Q: My husband and I are first-time home buyers. We have located a 2-bedroom, 1.5 bath townhouse in Cary, NC, a location which has steadily grown in popularity in the past few years.

The townhouse needs updating. It could really use a new kitchen and bathroom remodel as well as new carpeting. The only major problems with this property are that it has sat on the market for nearly a year and the homeowner’s association assessment is $152 per month.

Do you think this would be a good “sweat equity” investment for us? We are thinking about buying and holding the property for the next five years. We’d live there and use it as our primary residence.

A: From where I sit, it’s hard to know whether the specific block in your Cary, NC, neighborhood of choice is going to appreciate in value over the next five years. Is this a second home location? Do local folks like 2-bedroom, 1.5 bath homes or do they prefer something bigger?

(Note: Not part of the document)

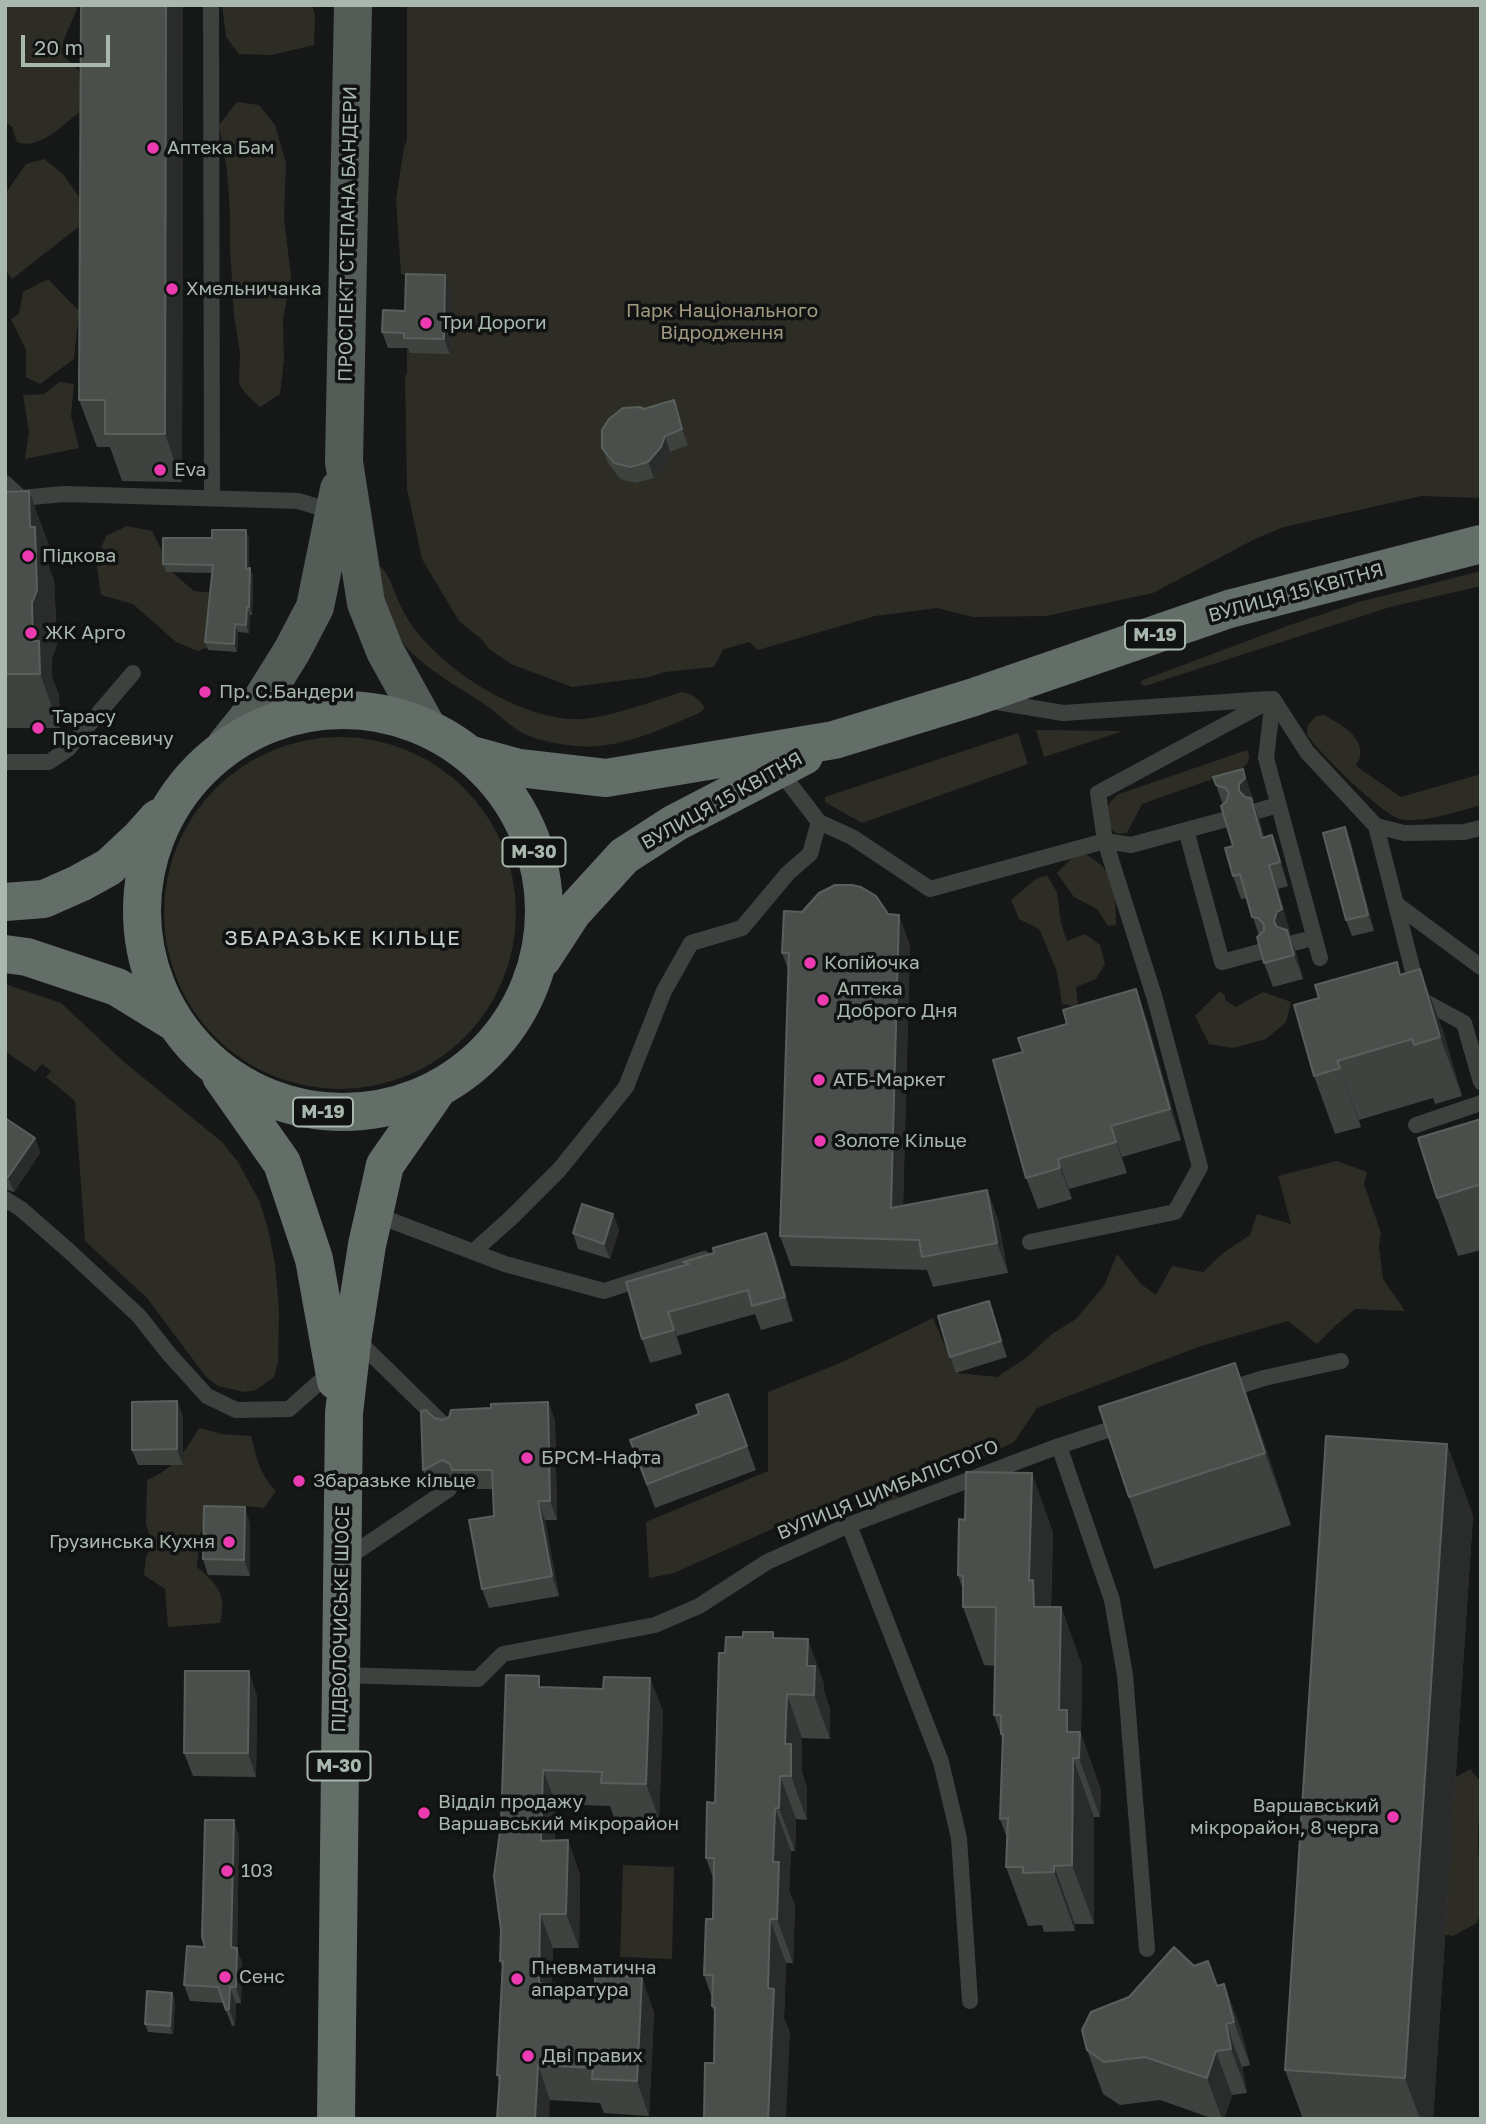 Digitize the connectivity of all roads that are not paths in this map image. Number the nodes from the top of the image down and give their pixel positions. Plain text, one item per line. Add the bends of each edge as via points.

Does the development offer recreational opportunities such as a clubhouse, swimming pool, tennis courts or something else that would attract future buyers?

The fact that the property has been on the market for nearly a year is troubling. Did the sellers get a divorce? Was the home originally priced too high? Is there something physically wrong with the home that comes out during inspections?

And, paying $152 per month for the Homeowners’ Association dues seems a bit out of whack. What are you getting for that money? Is there a special assessment that is ongoing? What does the assessment cover and is it in line with other similar condominium properties?

I think you need answers to these questions (and any others you can think of) before you decide to make an offer on this property. Take a look at what else has sold in this area, and for how much. Think about who is going to be buying from you in five years. And, try to calculate how much cash you’ll have to spend to bring this place up to speed.

If you can buy this property on the cheap, and then live there while you slowly (and affordably fix it up) then it might be worth doing.

But don’t expect double-digit appreciation over the next few years. Plan for 3 to 5 percent appreciation and then see if the numbers work.

Posted May 1, 2006.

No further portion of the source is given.